Diamond and Me right after we finished painting my room! 
Ultimate Before and After Picture!
After that, we were called in for lunch, and we all ate together.  Halfway through lunch, Griseria asked us if we wanted to learn how to make Tamales.  Kate decided that we did, and the long and difficult process commenced. I really do have a whole new appreciation for tamales.   
First, we had to take big kernels of a certain type of corn and grind them to bits with the grinder my family has permanently hooked up to the end of the table.  Do not be fooled, this is HARD work.  Each of us would crap out after about ten rotations of this corn grinder.  At one point the top popped off and corn went flying everywhere, and other time it broke and wouldn't grind anything.  During this process we were all pretty sure that Griseria only asked us if we wanted to learn so that we would do the grinding for her because she made herself pretty scarce once she told us what to do.  So we grinded corn into floury stuff for about 40 minutes. 
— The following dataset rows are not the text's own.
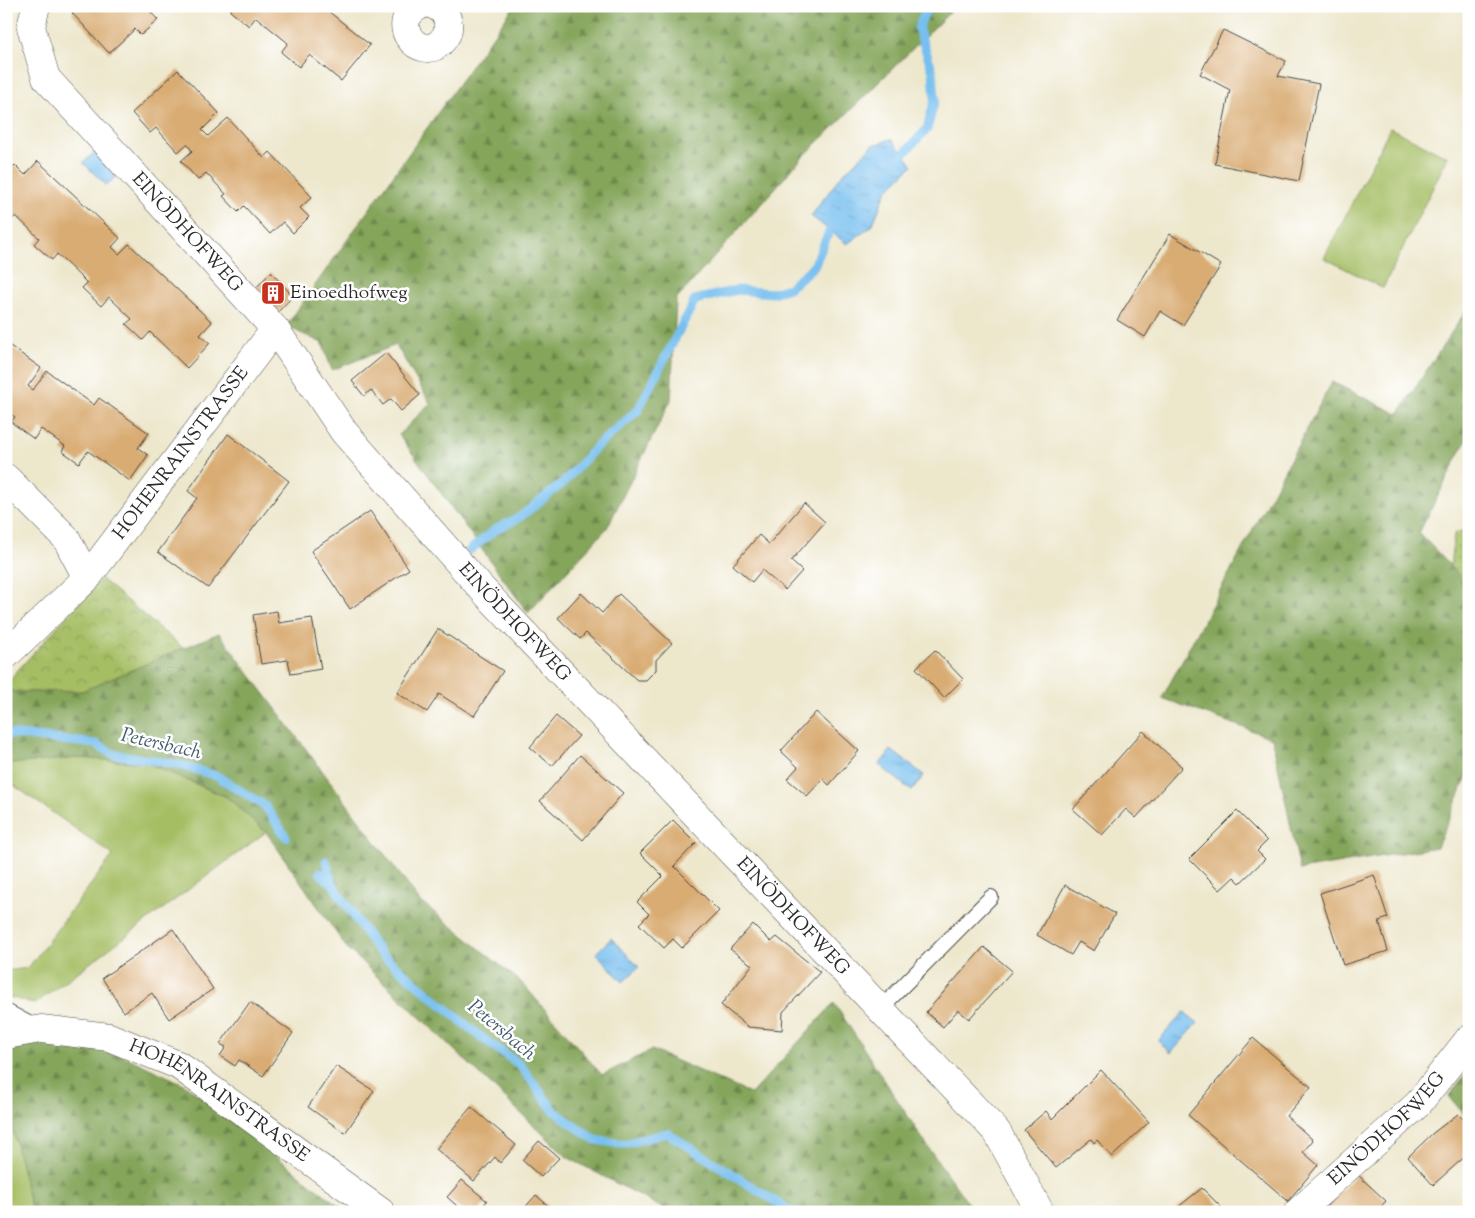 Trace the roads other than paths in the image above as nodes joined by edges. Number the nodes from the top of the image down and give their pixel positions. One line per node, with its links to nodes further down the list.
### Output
1 (36, 6): 2 (street, EINÖDHOFWEG)
2 (275, 329): 4 (street, HOHENRAINSTRASSE); 7 (street, EINÖDHOFWEG)
3 (6, 478): 4 (street)
4 (87, 578): 5 (street, HOHENRAINSTRASSE)
5 (10, 643)
6 (991, 897): 7 (lane)
7 (880, 1009): 13 (street, EINÖDHOFWEG)
8 (6, 1011): 9 (lane, HOHENRAINSTRASSE)
9 (41, 1029): 10 (street, HOHENRAINSTRASSE); 12 (street, HOHENRAINSTRASSE)
10 (6, 1035)
11 (1469, 1039): 14 (street, EINÖDHOFWEG)
12 (381, 1212)
13 (1040, 1212)
14 (1298, 1212)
Corn grinder = hard work. 
So we turned corn into this stuff.
      After we ground all that stuff up, Griseria took a huge hunk of the cheese she and Celina had made together and and broke it up into small chunks with her hands, adding a little bit of orange liquid (maybe hot saucy type stuff?).  We then got a bunch of corn husks and ripped off pieces of it, wiping out the dead bugs and spider webs, to then load up the floury stuff we had made and added water to.  It became an assembly line.  Get a husk, clean it out, fill it with the tamale dough stuff in a kind of rectangular pancake type shape, then add the orange-y cheese filling, then slam it together and fold it up.  

Griseria breaking up the cheese
Assembly Line putting together the tamales





















      All in all, I was terrible at folding up the tamales and making them neat.  By the time that we had finished making all of them and it was time to cook them, Kate and Diamond had to leave.  We told Griseria that they needed to leave, and she pretty much told them that they couldn't.  I knew we needed to leave earlier so they could catch a mototaxi, which are really hard to come by, but Griseria insisted that there would be one and made them stay.  So we waited, about half an hour until the tamales were done steaming, and she packed up eight tamales for each of them.  I realized, about that time, that I was going to be eating tamales for every meal for a while.  
      We walked down to the little central hub to wait for a mototaxi, but none showed up.  They eventually decided they would just start walking.  They walked all the way to Chota because there was no mototaxi.  Not sure it was worth 8 tamales to them, but it was what it was.  

1 comment:

  1. Your room looks so much nicer now! I can't wait to see it in person (only 11 weeks now :)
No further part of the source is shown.